Re: [RT] Moving Piggy Bank forward... from Jeen Broekstra on 2005-07-22 (stdin)

From: Jeen Broekstra <jeen_at_aduna.biz>
Date: Fri, 22 Jul 2005 14:42:09 +0200

Stefano Mazzocchi wrote:

[snip]

> 3) use the Sesame Memory store instead of the native one (which
> supports RDFSchema entailment and hopefully OWL-tiny with some
> custom rules)
>
> [Jeen, can you tell us more about that?]

Sure, what would you like to know? :)

Here are some trivia: Sesame's in-memory store uses an internal java
object model for remembering nodes (uris, bnodes, literals) and
statements. There are three main hashmap indexes, one for URIs, one
for bNodes, one for literals. Each RDF node links to a list of
statements in which it is used as a subject/predicate/object. URIs use
shared representations for their namespace to minimize memory
consumption for string. This makes querying, especially on triple
patterns for which at least one variable is fixed, very fast.

Unfortunately, there is currently no production-ready custom
inferencer for the in-memory store (the available custom inferencer
only operates on MySQL databases). There is some raw code on a new
custom inferencer that uses SeRQL queries as the rule format, but we
are short a number of hands to make that thing work properly. An
alternative is perhaps OntoTexts' OWLIM package, which is an adapted
in-memory store that can do simple OWL-Lite entailment.

> PROs:
>
> - we get basic inferencing on equivalences and subclassing

As an aside: basic inferencing is still on the ToDo list for the
native store. We are also awaiting a number of third party
contributions which will hopefully significantly improve native store
performance (better indexing). I'll keep you informed on progress if
you want.

> - it's considerably faster
>
> CONs:
>
> - memory consumption grows linearly with the amount of data stored
> (or worse?)

About linear. Roughly 170 bytes per triple (this is an average
observed on a ~30 million triple memory store, on a 64-bit machine, so
it will probably be a bit less on a regular 32-bit architecture).

Note that this includes inferred triples: a 1000 triple document may
result in 2000 actual triples in the store (the ratio depends on your
ontology of course, we usually find that for simple schemas the number
of inferred triples is 30-60% of the original number of triples).
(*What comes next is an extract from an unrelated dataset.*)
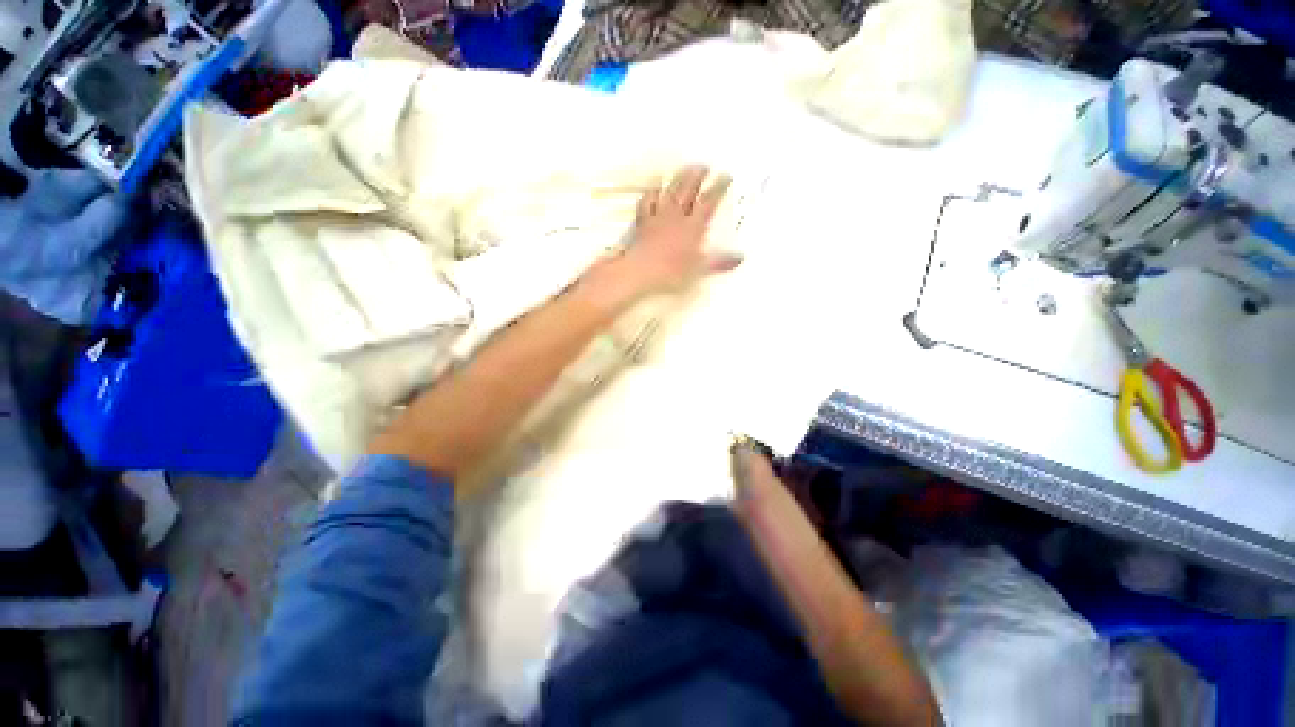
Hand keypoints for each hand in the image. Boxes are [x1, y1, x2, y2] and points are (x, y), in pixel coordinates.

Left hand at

> - data is saved on disk *only* after regular shutdown. In case of
> system collapse there is data loss. (Jeen, is there a workaround
> for this problem? like saving the new RDF right away before
> returning)

This is actually no longer true. In the newer versions of Sesame, data
is saved to disk immediately after each commit by default, and the
behavior is configurable. Quoting from the configuration manual
(http://www.openrdf.org/doc/sesame/users/ch04.html#d0e651):

  The 'syncDelay' parameter specifies the time (in milliseconds) to
  wait after a transaction was commited before writing the changed data
  to file. Setting this variable to '0' (the default value) will force
  a file sync immediately after each commit. A negative value will
  deactivate file synchronization until the Sail is shut down. A
  positive value will postpone the synchronization for at least that
  amount of milliseconds. If in the meantime a new transaction is
  started, the file synchronization will be rescheduled to wait for
  another syncDelay ms. This way, bursts of transaction events can be
  combined in one file sync, improving performance.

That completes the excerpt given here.